The problem is in ovirt-engine-backend and it's caused because libvirt does not accept the PCI address the engine has stored for the first disk because it's now being used by the second disk. When a disk is unplugged, his old address is freed and, in this case, is being assigned to thesecond disk when it's plugged. A possible solution to this problem could be that, when a new disk is hotplugged into the VM, all the PCI addresses assigned to unplugged devices for that VM should be discarded. If that's not possible, that should be done at least for the unplugged devices with the conflicting address.
Tested the scenario I described in comment #0 (VM with RHEL-6.5 installed). Disk hotplug still fails in case it was deactivated before and another disk was hot-plugged in between. Error in vdsm.log: Thread-32::ERROR::2014-05-28 15:03:44,146::vm::3357::vm.Vm::(hotplugDisk) vmId=`e172b1c7-5bc5-4513-ab25-3496e4032901`::Hotplug failed Traceback (most recent call last): File "/usr/share/vdsm/virt/vm.py", line 3355, in hotplugDisk self._dom.attachDevice(driveXml) File "/usr/share/vdsm/virt/vm.py", line 442, in f ret = attr(*args, **kwargs) File "/usr/lib64/python2.6/site-packages/vdsm/libvirtconnection.py", line 93, in wrapper ret = f(*args, **kwargs) File "/usr/lib64/python2.6/site-packages/libvirt.py", line 399, in attachDevice if ret == -1: raise libvirtError ('virDomainAttachDevice() failed', dom=self) libvirtError: internal error unable to reserve PCI address 0:0:6.0 Engine.log: 2014-05-28 15:03:46,240 ERROR [org.ovirt.engine.core.vdsbroker.vdsbroker.HotPlugDiskVDSCommand] (org.ovirt.thread.pool-6-thread-42) [5ef63342] Command HotPlugDiskVDSCommand(HostName = green-vdsa, HostId = f397fb84-ac4e-4672-b11e-f0e4b24b3d65, vmId=e172b1c7-5bc5-4513-ab25-3496e4032901, diskId = af9be9e4-f4c1-4156-a14c-07581b47794c) execution failed. Exception: VDSErrorException: VDSGenericException: VDSErrorException: Failed to HotPlugDiskVDS, error = internal error unable to reserve PCI address 0:0:6.0, code = 45 Re-opening. Checked with ovirt-engine-3.5.0_alpha1.1: ovirt-engine-3.5.0-0.0.master.20140519181229.gitc6324d4.el6.noarch vdsm-4.14.1-340.gitedb02ba.el6.x86_64 libvirt-0.10.2-29.el6_5.8.x86_64
Created attachment 899960 [details] re-opengine logs
We tried to reproduce the issue several times and it's not 100% reproducible. With various set ups I was not able to reproduce it but Elad was able to reproduce it once so we need to investigate a little bit more.

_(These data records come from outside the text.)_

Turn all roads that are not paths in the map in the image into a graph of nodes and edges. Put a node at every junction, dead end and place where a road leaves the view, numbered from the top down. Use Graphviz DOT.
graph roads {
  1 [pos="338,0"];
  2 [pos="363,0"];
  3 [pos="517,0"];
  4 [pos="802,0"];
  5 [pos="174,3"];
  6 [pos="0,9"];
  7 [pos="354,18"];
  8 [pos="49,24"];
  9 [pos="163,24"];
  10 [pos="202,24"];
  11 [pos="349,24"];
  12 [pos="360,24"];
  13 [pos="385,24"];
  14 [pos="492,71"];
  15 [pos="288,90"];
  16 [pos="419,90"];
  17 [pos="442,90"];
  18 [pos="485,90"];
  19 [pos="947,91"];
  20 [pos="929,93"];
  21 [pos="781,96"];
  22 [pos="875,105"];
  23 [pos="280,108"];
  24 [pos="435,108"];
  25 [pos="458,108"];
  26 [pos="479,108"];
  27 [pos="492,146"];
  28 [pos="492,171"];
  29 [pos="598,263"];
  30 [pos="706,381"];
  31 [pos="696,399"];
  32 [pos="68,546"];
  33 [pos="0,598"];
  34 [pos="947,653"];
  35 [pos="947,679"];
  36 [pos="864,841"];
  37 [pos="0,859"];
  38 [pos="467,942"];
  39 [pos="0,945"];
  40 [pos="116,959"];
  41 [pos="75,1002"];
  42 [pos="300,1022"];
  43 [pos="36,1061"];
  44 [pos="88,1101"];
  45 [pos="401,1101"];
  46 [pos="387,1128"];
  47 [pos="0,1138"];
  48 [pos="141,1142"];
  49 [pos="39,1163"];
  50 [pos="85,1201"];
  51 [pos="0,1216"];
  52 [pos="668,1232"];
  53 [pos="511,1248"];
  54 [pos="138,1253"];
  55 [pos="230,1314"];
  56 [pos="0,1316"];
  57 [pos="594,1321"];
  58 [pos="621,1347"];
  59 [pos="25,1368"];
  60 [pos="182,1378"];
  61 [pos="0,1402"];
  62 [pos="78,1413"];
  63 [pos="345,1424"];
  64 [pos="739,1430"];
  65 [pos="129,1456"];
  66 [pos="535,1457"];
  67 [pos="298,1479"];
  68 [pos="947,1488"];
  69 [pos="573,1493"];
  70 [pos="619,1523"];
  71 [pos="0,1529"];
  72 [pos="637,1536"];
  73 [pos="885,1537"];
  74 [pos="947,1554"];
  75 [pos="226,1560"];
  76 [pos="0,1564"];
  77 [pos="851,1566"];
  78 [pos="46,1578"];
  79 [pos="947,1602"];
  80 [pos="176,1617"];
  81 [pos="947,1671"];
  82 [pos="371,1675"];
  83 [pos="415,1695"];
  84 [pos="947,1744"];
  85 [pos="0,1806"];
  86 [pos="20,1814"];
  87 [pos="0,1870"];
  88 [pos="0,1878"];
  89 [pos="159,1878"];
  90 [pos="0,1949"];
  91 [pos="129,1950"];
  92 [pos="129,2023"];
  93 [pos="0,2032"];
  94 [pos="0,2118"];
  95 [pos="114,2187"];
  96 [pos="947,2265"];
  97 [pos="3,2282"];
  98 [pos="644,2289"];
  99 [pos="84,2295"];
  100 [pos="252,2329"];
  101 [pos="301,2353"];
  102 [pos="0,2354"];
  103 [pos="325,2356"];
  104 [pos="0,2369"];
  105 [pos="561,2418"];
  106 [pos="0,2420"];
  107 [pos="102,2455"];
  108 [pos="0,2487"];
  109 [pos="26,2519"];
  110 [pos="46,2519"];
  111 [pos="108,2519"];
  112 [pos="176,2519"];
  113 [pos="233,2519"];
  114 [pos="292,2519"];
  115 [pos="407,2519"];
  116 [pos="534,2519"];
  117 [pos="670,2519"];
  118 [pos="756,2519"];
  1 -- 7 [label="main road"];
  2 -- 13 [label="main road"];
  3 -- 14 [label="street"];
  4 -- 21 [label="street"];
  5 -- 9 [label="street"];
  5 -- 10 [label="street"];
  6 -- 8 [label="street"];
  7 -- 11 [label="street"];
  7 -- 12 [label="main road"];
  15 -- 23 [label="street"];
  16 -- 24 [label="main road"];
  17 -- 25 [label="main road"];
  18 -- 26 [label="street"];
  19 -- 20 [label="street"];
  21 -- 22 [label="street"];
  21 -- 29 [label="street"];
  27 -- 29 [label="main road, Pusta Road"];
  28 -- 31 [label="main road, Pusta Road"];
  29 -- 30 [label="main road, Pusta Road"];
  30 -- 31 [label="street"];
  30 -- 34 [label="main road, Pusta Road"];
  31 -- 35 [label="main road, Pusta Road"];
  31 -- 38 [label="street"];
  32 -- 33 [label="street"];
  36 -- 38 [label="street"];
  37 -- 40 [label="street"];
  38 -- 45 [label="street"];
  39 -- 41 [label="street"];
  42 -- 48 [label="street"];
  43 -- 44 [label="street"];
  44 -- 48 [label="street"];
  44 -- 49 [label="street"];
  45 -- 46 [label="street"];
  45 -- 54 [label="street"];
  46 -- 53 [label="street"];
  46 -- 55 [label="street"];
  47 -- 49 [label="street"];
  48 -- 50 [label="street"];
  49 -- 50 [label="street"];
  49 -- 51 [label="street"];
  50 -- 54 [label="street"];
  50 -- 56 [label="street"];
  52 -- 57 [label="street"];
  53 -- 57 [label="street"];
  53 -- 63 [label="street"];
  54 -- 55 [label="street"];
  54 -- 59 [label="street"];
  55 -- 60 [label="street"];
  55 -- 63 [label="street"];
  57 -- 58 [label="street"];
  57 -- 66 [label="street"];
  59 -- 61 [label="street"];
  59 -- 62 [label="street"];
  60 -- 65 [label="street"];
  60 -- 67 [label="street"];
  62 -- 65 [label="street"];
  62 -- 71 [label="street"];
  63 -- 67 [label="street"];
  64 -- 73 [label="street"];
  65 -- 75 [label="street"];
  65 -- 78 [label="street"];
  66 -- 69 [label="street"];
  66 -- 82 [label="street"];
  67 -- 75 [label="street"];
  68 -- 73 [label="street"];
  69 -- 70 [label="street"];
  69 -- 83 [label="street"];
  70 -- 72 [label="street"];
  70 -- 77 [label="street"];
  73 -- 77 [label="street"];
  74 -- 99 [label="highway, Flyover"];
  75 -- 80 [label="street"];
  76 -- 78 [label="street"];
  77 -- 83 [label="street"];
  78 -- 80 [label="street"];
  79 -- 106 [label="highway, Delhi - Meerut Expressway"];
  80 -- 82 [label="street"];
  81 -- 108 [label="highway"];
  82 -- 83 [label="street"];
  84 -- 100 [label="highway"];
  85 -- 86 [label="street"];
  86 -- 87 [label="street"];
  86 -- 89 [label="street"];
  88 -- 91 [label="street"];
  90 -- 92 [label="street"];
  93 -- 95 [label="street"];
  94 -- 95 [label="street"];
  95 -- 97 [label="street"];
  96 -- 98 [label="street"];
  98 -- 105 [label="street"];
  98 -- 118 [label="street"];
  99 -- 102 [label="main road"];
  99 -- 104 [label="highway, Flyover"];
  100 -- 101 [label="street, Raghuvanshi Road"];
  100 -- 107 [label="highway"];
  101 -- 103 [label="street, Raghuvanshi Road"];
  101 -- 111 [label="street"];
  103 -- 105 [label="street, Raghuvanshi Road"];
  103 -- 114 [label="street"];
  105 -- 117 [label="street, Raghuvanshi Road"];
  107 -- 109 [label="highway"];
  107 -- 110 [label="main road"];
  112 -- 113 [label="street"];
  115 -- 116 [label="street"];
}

After more investigation, we've found that the issue is caused by a race condition: when you hotplug the first disk after hotplugging the second, the second disk may not have the plugged status in the database when the hotplug operation of the first disk looks for plugged devices with the same address in the database. As the hotplug operation is synchronous in the VDSM side and quite fast, the easiest solution would be to get a new exlcusive lock on the whole VM when hotplugging a disk avoiding such race conditions. Omer, what do you think?
wouldn't the approach you suggest on comment 2 (clear the device address on unplug) will solve this in a 'cleaner' way and will not require the lock? on unplug, the address is not relevant anymore, and libvirt will assign a new address on plug?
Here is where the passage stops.